Rice then added a further talking point — one prevalently paraded by those attacking Donald Trump: These officials “all take an oath to the Constitution of the United States. Not to any individual President or any individual leader.”

An oath to the Constitution of the United States, however, includes an oath to uphold Article II, which expressly provides “[t]he executive Power shall be vested in a President of the United States.” 

By declaring “the” executive power “shall” be vested in “a President,” the Constitution commands fidelity to the president and when, and how, he decides to exercise those executive powers. Fidelity to the Constitution thus commands those within the executive branch of government to faithfully follow the lawful commands of the president.

A quick aside here is needed because the left often attempts to dilute the absolute authority of the executive by presenting nonsensical hypotheticals as a “gotcha” to supposedly disprove the constitutional duty of officials to obey the president. Of course, a military official is under no obligation to obey — and to the contrary has a duty to disobey — an order to seize the Capitol to allow a president to retain power after his term in office expires. Likewise, the FBI directed by a president to raid — without cause or warrant — the homes of political enemies would be compelled by the Constitution to disobey the executive.

But as the executive who for some four years sat merely as a ventriloquist’s dummy for the unknown officials running our government would say, “Come on, man.”

The left’s complaints are not that President Trump is acting beyond his executive authority, but that he is exercising the executive authority he possesses to implement his American First agenda. Doing so entails firing individuals who opposed his policy goals.

Ironically, in condemning Trump for the firings, his critics confirm the propriety of the terminations. Consider Kristol’s comments from Saturday: “It’s not about Brown, or Caine, or other individuals. It’s not about reforming DOD. What it’s about, at DOD and DOJ and the FBI and the intelligence community, is breaking all institutional resistance to Trump, and ensuring as much as is possible personal fealty to Trump.”

There should be no “institutional resistance to Trump.” That’s not how the Constitution works. Article II places in “a President,” “the executive Power.” It does not give any institution, Joint Chief, U.S. attorney, or any other bureaucrat the authority to either exercise executive power or to thwart it.

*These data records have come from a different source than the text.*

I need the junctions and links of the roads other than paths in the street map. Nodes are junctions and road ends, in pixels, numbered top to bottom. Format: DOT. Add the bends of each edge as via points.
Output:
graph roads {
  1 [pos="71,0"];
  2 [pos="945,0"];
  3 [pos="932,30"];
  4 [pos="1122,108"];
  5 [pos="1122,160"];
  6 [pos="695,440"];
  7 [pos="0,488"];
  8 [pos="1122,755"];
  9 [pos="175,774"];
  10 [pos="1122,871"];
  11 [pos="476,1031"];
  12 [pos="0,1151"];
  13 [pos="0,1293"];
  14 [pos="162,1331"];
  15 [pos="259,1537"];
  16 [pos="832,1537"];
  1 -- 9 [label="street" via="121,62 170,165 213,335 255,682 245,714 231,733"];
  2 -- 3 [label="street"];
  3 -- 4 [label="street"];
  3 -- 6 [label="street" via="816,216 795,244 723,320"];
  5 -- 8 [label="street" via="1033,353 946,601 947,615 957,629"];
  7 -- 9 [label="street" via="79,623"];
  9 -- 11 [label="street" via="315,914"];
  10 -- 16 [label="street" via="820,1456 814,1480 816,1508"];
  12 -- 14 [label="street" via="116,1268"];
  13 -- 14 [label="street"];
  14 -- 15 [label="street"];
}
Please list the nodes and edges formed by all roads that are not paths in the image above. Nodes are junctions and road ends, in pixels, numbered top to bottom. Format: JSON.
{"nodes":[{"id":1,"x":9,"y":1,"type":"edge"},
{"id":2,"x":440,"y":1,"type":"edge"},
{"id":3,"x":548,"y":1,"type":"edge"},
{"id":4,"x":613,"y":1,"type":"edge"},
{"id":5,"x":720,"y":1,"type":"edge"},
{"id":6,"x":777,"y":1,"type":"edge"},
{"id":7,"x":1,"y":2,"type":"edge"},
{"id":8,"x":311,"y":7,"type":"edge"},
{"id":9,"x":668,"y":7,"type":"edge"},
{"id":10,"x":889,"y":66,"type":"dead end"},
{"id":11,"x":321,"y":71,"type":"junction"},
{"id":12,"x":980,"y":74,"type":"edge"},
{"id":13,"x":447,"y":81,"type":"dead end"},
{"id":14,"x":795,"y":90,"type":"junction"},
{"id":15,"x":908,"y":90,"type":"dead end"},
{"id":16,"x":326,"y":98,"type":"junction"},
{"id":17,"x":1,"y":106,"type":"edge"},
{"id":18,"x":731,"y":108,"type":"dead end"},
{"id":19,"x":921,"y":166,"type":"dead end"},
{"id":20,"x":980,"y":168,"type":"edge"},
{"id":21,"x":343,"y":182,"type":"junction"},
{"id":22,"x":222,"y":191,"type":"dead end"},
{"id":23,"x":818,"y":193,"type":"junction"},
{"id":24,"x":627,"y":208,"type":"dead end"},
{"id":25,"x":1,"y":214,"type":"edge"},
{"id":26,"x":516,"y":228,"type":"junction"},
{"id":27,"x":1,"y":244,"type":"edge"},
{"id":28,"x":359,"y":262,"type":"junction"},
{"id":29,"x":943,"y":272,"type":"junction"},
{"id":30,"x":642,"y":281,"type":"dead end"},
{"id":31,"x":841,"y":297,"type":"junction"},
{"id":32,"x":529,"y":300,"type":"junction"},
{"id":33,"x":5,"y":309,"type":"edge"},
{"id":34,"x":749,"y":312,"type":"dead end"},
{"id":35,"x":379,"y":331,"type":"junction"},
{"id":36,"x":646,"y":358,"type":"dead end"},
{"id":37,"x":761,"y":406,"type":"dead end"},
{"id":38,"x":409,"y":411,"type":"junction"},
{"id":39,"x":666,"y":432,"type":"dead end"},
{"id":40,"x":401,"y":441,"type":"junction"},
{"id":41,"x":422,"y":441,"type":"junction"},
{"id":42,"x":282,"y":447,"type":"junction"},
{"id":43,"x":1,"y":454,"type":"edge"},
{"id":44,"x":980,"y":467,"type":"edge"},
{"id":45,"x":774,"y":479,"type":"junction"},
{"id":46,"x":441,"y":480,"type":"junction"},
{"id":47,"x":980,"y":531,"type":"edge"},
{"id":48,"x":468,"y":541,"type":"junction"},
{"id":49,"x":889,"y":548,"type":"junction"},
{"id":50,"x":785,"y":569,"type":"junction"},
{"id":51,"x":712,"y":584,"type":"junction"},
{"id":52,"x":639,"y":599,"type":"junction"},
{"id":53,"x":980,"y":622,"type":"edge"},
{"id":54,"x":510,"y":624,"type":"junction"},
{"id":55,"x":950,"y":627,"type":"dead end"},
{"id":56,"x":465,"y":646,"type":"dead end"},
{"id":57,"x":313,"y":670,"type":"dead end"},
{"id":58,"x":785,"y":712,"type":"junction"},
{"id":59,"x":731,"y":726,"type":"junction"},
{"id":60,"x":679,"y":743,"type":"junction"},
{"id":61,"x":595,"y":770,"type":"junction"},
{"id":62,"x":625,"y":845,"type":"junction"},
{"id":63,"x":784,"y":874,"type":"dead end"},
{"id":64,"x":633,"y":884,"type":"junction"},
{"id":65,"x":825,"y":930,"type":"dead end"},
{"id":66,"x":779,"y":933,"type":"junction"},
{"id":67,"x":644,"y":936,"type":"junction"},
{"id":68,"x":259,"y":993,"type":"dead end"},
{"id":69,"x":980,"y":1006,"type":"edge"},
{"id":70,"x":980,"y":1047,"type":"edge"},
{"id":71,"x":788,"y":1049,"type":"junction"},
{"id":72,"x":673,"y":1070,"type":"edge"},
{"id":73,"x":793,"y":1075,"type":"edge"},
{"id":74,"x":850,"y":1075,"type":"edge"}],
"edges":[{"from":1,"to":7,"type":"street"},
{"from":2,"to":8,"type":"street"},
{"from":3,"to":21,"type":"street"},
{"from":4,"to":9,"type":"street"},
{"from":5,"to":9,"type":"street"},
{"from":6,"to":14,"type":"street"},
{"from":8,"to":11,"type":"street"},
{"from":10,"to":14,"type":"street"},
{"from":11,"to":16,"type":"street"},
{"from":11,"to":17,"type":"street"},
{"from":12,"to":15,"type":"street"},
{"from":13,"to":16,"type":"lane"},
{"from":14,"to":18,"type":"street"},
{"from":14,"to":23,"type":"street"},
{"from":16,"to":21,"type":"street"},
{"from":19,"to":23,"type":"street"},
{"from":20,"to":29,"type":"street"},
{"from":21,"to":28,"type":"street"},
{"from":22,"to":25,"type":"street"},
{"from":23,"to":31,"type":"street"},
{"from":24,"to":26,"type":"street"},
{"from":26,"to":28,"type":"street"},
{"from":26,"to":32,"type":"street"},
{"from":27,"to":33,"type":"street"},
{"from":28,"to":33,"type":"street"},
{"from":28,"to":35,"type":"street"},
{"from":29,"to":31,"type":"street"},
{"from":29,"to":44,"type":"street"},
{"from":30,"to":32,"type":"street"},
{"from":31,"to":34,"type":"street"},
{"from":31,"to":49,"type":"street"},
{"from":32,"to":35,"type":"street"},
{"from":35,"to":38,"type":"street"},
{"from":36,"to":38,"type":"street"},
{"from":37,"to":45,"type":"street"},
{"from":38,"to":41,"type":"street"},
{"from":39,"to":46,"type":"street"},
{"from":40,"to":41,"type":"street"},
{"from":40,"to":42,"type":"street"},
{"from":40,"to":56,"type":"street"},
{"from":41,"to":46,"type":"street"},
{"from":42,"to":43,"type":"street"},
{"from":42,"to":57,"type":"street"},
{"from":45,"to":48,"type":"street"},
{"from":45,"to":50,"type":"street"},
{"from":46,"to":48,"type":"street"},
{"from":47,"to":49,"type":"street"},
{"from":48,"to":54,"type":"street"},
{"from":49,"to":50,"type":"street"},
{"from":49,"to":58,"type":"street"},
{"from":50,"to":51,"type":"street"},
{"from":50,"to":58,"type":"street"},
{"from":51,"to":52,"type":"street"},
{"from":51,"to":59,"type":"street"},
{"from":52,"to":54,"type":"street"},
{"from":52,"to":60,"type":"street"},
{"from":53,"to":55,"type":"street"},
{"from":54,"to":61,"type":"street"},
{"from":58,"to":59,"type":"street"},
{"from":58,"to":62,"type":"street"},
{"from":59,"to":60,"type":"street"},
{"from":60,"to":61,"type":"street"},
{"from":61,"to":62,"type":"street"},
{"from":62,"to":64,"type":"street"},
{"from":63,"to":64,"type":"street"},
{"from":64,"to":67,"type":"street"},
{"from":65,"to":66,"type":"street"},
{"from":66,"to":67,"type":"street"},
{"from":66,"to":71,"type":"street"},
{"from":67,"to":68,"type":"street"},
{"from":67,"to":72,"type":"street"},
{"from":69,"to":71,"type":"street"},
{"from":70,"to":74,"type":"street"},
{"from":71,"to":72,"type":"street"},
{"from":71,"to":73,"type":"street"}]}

So too, then, Article II commands fealty to President Trump as the holder of “the executive Power.”

The very acknowledgement that there is an “institutional resistance to Trump” in the DOD, DOJ, FBI, and intelligence community then confirms the righteousness of the firings. But it does more: It proves those touting the need for “institutional resistance” and the supposed independence in the executive branch are the opponents to democracy.

After all, the only member of the executive branch elected — and elected “by the entire nation” at that — is President Trump, which is why the Founders vested “the” executive power in “a President.” Because the president cannot alone manage the executive branch, he “select[s] those who [are] to act for him under his direction in the execution of the laws.” However, as the Supreme Court has stressed, such unelected officials hold “legitimacy and accountability” only “through ‘a clear and effective chain of command’ down from the President, on whom all the people vote.”

Declaring then that executive officials should maintain an independence from, or act as a resistance to, the president, represents a perversion to our Constitution and democracy by demanding executive authority be wrested from the unitary executive and gifted instead “to a person who answers to no one and for whom no one voted.”

Said otherwise, “[o]ur Constitution was adopted to enable the people to govern themselves, through their elected leaders.” A majority of voters elected Donald Trump, and thus members of the executive branch seeking to undermine the president are actually undermining the Constitution. And those condemning President Trump’s firings of such resistance officials are not attacking the executive — they are attacking our democracy.